= Park (Wolverhampton ward) =

Park, or Park Ward, is a ward of Wolverhampton City Council, West Midlands. It is located to the west of the city centre, and covers parts of the suburbs Bradmore, Compton, Finchfield, Merridale, Newbridge and Whitmore Reans. It borders the St Peter's, Graiseley, Merry Hill, Tettenhall Wightwick and Tettenhall Regis wards. It forms part of the Wolverhampton West constituency.

==Geography==
Its name comes from the fact that two of the city's main parks, West Park and Bantock Park, lie within its boundaries. Two of the city's main thoroughfares are contained largely within the ward, namely the A41 Tettenhall Road and the Compton Road (A454).
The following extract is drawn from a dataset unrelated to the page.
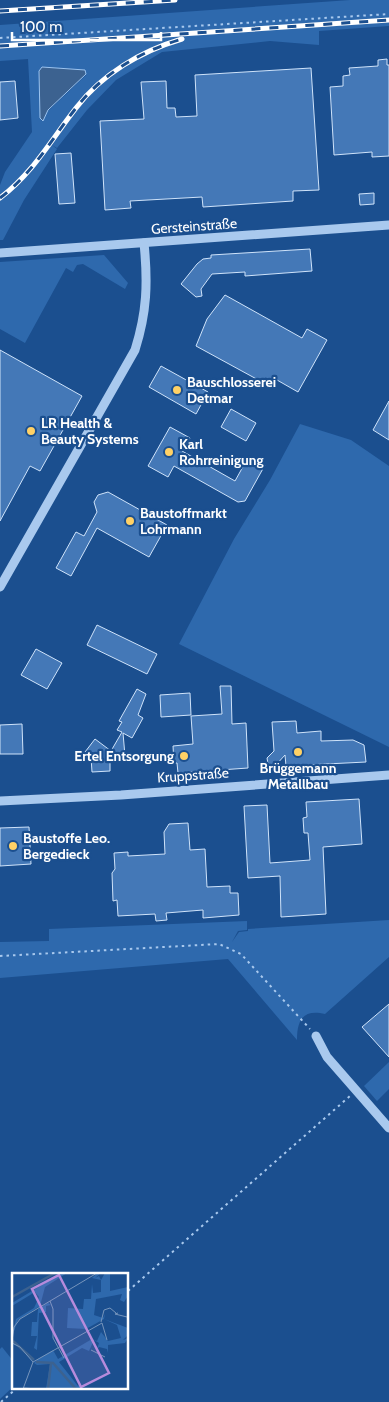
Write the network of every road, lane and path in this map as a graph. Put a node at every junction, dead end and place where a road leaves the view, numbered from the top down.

The Halfway House on Tettenhall Road was formerly a coaching house on the London to Holyhead route and as the name suggests, was the halfway point. It was a pub for many years but closed (2009) to reopen as a pharmacy.

==Main sights==
Park contains the Chapel Ash conservation area and also the Parkdale conservation area. Some other interesting architecture can be seen within the ward, particularly on the Tettenhall Road, such as first Mayor of Wolverhampton, George Thorneycroft's House.

==Economy==
The ward contains the Marstons Park Brewery, one of the city's main employers. Other employers in the ward tend to be office or school based but there are also a number of well-known pubs and restaurants. The city's now closed Eye Infirmary was located at the top of Compton Road in Chapel Ash. The site began redevelopment in 2023 and plans to provide new housing and employment.

==Education==
Also inside Park ward are a number of schools, including Wolverhampton Grammar School, Wolverhampton Girls' High School, St Peter's Collegiate Academy and St Edmund's Catholic Academy, as well as numerous Primary schools. The Compton campus of the University of Wolverhampton is there, as is the Paget Road campus of the City of Wolverhampton College.